Referencing the Wright brothers’ first successful powered flight, this painting uses cool tones, fractured space, and loosely suggested figures to convey uncertainty, ambition, and experimentation. The aircraft appears as an impression rather than a fixed image, emphasizing risk and possibility. The clock anchors the moment while the surrounding surface remains open and gestural.
This work references Garrett Augustus Morgan’s three-position traffic signal. Built through layered color and assertive mark-making, the street system reads as a symbol of pause, permission, and control. The clock dominates as an authority, while the surrounding space stays loose and expressive.
Referencing Karl von Drais’ first documented ride of the Draisine, this piece reduces the bicycle and rider into essential forms built through heavy texture and restrained tone. The raw surface and loose brushwork echo early experimentation, where balance and movement were inseparable from time.

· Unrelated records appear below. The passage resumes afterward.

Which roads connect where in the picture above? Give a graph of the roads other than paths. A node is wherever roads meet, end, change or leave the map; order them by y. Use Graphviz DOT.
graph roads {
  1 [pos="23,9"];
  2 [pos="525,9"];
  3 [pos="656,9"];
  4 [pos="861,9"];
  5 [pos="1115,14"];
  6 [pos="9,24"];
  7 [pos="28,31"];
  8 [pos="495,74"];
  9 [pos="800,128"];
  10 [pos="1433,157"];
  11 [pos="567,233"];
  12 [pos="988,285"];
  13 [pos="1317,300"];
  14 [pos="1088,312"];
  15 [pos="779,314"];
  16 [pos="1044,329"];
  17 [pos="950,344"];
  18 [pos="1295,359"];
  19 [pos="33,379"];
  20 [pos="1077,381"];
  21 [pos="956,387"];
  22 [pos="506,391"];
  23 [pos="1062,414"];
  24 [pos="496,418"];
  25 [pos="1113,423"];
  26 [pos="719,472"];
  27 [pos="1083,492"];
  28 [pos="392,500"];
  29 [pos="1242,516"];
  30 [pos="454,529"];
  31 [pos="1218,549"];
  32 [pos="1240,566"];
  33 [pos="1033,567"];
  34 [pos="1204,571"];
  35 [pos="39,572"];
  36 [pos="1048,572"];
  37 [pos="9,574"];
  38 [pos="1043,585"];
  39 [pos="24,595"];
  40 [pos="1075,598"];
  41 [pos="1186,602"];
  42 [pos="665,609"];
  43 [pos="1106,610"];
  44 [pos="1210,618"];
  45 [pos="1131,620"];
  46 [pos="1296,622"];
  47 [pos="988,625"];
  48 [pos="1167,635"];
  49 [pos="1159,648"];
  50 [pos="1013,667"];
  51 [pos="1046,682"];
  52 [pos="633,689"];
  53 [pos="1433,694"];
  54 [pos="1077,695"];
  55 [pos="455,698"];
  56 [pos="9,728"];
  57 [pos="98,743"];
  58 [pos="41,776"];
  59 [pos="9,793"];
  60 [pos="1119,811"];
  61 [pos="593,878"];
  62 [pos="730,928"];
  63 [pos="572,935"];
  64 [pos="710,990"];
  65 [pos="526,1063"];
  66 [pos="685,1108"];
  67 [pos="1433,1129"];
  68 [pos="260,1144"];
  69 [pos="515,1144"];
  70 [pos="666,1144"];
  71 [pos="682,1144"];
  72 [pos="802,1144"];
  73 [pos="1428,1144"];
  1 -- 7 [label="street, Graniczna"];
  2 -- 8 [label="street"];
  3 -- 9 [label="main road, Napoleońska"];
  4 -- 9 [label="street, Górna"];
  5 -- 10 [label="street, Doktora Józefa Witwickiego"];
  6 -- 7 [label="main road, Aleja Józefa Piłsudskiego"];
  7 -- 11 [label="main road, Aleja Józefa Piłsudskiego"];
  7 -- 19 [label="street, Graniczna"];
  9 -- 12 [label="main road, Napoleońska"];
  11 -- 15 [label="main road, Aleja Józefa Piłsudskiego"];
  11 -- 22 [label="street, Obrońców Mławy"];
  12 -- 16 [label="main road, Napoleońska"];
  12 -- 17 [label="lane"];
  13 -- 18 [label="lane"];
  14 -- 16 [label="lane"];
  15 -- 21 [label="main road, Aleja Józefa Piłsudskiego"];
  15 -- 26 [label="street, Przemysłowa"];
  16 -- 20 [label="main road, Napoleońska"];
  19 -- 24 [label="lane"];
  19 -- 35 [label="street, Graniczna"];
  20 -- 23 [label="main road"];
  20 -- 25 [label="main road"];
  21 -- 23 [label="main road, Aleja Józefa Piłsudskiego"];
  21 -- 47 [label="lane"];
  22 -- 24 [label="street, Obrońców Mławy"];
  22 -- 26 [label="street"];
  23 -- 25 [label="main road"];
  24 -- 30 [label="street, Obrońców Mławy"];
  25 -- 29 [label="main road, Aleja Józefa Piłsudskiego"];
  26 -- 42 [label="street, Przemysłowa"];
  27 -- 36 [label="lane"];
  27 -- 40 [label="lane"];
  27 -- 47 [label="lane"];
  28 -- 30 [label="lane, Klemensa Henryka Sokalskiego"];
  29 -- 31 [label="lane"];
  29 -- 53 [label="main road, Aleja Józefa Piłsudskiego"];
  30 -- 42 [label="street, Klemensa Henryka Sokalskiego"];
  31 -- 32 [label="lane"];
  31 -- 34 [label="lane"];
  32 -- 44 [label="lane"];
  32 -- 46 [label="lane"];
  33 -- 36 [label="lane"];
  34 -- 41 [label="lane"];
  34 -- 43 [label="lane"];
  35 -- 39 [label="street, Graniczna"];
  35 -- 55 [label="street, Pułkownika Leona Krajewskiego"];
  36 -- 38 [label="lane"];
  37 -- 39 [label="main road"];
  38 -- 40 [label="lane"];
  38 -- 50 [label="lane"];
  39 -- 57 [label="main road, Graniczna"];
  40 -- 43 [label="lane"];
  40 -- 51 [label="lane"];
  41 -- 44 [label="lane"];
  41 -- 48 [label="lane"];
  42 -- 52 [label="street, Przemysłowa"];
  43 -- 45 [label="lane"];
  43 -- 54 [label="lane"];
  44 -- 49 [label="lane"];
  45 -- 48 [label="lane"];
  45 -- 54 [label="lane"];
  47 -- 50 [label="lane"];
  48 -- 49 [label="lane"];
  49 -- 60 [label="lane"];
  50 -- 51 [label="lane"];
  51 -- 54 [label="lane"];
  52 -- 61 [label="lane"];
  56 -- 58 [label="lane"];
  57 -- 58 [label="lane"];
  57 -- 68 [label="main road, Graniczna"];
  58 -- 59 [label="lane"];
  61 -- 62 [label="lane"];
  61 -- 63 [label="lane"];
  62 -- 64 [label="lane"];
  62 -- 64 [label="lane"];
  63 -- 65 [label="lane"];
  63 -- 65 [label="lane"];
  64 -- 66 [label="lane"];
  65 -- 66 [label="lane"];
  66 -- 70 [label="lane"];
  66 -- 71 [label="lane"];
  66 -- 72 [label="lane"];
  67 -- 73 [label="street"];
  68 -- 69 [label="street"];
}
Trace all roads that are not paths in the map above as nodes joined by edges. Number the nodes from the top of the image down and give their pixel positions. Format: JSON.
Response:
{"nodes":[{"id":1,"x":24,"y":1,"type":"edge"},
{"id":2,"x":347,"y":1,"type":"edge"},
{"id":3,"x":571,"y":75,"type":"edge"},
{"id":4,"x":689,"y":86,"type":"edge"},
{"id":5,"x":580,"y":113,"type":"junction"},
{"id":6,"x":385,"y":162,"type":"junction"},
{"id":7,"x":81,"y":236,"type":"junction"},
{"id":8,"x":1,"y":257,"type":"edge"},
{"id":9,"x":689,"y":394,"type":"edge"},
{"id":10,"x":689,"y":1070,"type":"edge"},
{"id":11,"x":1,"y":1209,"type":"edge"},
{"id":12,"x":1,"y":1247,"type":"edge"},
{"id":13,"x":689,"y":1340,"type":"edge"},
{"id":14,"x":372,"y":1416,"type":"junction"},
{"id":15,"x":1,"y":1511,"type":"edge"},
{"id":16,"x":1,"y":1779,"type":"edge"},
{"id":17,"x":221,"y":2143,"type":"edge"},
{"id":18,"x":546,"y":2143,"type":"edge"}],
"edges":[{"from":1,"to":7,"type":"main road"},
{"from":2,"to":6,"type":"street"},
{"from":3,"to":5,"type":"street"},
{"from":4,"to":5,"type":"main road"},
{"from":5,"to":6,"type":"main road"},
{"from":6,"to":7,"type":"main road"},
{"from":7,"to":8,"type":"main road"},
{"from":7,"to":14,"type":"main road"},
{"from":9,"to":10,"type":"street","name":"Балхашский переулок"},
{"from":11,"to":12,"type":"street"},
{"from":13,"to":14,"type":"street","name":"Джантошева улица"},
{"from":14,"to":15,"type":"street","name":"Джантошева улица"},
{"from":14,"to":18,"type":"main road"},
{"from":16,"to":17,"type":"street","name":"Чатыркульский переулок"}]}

This painting marks Richard Trevithick’s first successful run of a steam locomotive on rails. The train emerges through thick, gestural paint and loosely defined forms, evoking heat, weight, and motion. The clock reads as a quiet authority inside the composition, signaling mechanized time.
Referencing the establishment of the eight-hour workday for federal employees, this work centers the human body inside regulated time. Elongated figures and symbolic forms are rendered through simplified lines and layered color fields. The clock becomes a governing presence rather than a neutral object.